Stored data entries
========================================================================

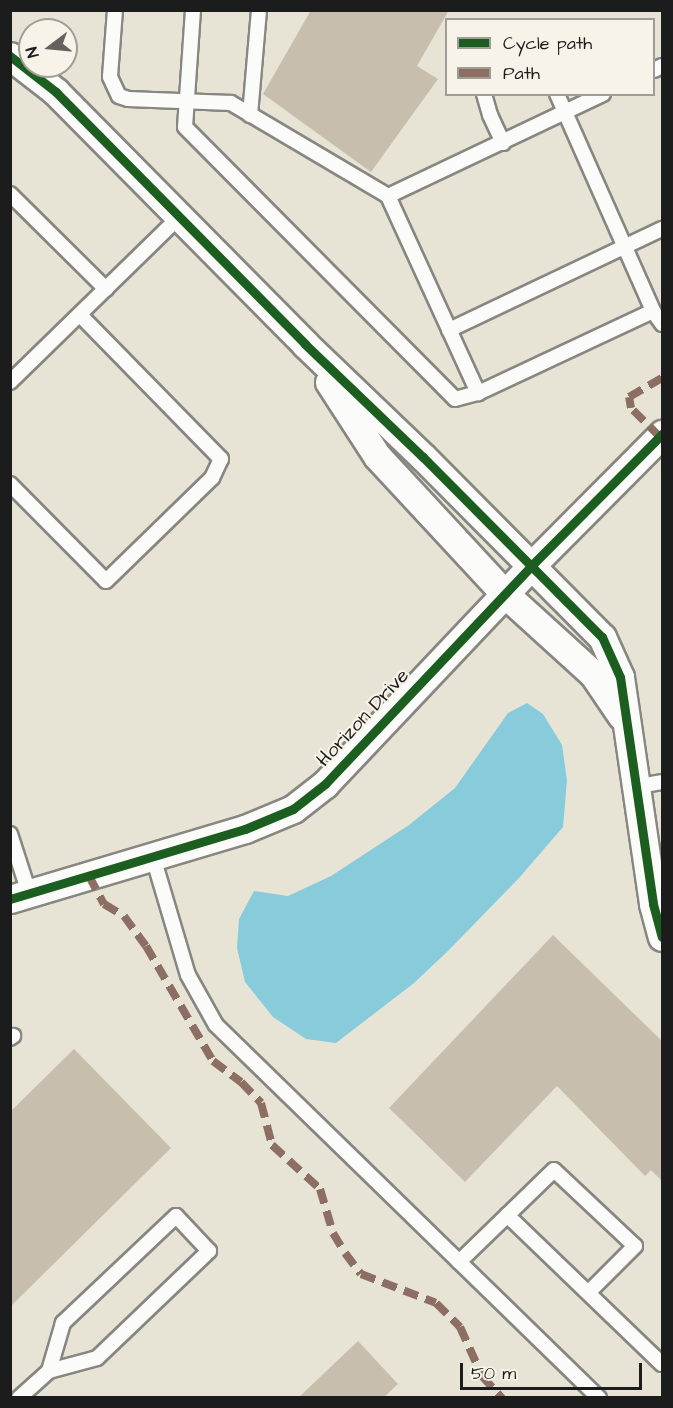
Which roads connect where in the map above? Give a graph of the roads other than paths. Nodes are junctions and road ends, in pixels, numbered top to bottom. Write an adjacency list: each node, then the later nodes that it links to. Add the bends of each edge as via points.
1 (115, 10): 8 (lane, via 110,77 119,96)
2 (193, 10): 8 (lane)
3 (259, 10): 10 (lane)
4 (10, 56): 14 (street, via 56,92)
5 (485, 96): 11 (lane)
6 (558, 96): 9 (lane)
7 (599, 96): 9 (lane)
8 (186, 102): 10 (lane, via 231,103); 24 (lane, via 185,127 454,399)
9 (565, 113): 11 (lane); 16 (lane)
10 (250, 115): 13 (lane)
11 (503, 143): 13 (lane)
12 (10, 194): 17 (lane)
13 (388, 196): 21 (lane)
14 (179, 217): 17 (lane); 22 (street)
15 (663, 229): 16 (lane)
16 (625, 247): 18 (lane); 21 (lane)
17 (106, 289): 19 (lane)
18 (653, 311): 20 (lane); 24 (lane)
19 (80, 315): 23 (lane); 26 (lane, via 221,459 212,478 106,581)
20 (663, 324)
21 (449, 330): 24 (lane)
22 (305, 344): 27 (street); 28 (street, via 377,456)
23 (10, 382)
24 (478, 393)
25 (663, 434): 27 (street, Horizon Drive)
26 (10, 484)
27 (532, 565): 28 (street, Horizon Drive); 29 (street, via 602,637 620,678)
28 (505, 594): 29 (street, via 593,674); 33 (street, Horizon Drive, via 312,796 271,820)
29 (624, 721): 31 (street)
30 (663, 782): 31 (lane)
31 (634, 787): 35 (street, via 653,904)
32 (10, 834): 34 (lane)
33 (153, 857): 34 (street, Horizon Drive); 37 (lane, via 188,975 216,1025)
34 (20, 896)
35 (663, 937)
36 (507, 1215): 37 (lane); 38 (lane); 38 (lane, via 554,1170 635,1246)
37 (459, 1262): 42 (lane)
38 (588, 1293): 39 (lane)
39 (663, 1364)
40 (49, 1371): 40 (lane, via 97,1358 209,1251 176,1216 63,1323); 41 (lane)
41 (20, 1398)
42 (599, 1398)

========================================================================

Work item: When you repeat the data, keep it exact and drop every picture.

Response area:
Which roads connect where in the map above? Give a graph of the roads other than paths. Nodes are junctions and road ends, in pixels, numbered top to bottom. Write an adjacency list: each node, then the later nodes that it links to. Add the bends of each edge as via points.
1 (115, 10): 8 (lane, via 110,77 119,96)
2 (193, 10): 8 (lane)
3 (259, 10): 10 (lane)
4 (10, 56): 14 (street, via 56,92)
5 (485, 96): 11 (lane)
6 (558, 96): 9 (lane)
7 (599, 96): 9 (lane)
8 (186, 102): 10 (lane, via 231,103); 24 (lane, via 185,127 454,399)
9 (565, 113): 11 (lane); 16 (lane)
10 (250, 115): 13 (lane)
11 (503, 143): 13 (lane)
12 (10, 194): 17 (lane)
13 (388, 196): 21 (lane)
14 (179, 217): 17 (lane); 22 (street)
15 (663, 229): 16 (lane)
16 (625, 247): 18 (lane); 21 (lane)
17 (106, 289): 19 (lane)
18 (653, 311): 20 (lane); 24 (lane)
19 (80, 315): 23 (lane); 26 (lane, via 221,459 212,478 106,581)
20 (663, 324)
21 (449, 330): 24 (lane)
22 (305, 344): 27 (street); 28 (street, via 377,456)
23 (10, 382)
24 (478, 393)
25 (663, 434): 27 (street, Horizon Drive)
26 (10, 484)
27 (532, 565): 28 (street, Horizon Drive); 29 (street, via 602,637 620,678)
28 (505, 594): 29 (street, via 593,674); 33 (street, Horizon Drive, via 312,796 271,820)
29 (624, 721): 31 (street)
30 (663, 782): 31 (lane)
31 (634, 787): 35 (street, via 653,904)
32 (10, 834): 34 (lane)
33 (153, 857): 34 (street, Horizon Drive); 37 (lane, via 188,975 216,1025)
34 (20, 896)
35 (663, 937)
36 (507, 1215): 37 (lane); 38 (lane); 38 (lane, via 554,1170 635,1246)
37 (459, 1262): 42 (lane)
38 (588, 1293): 39 (lane)
39 (663, 1364)
40 (49, 1371): 40 (lane, via 97,1358 209,1251 176,1216 63,1323); 41 (lane)
41 (20, 1398)
42 (599, 1398)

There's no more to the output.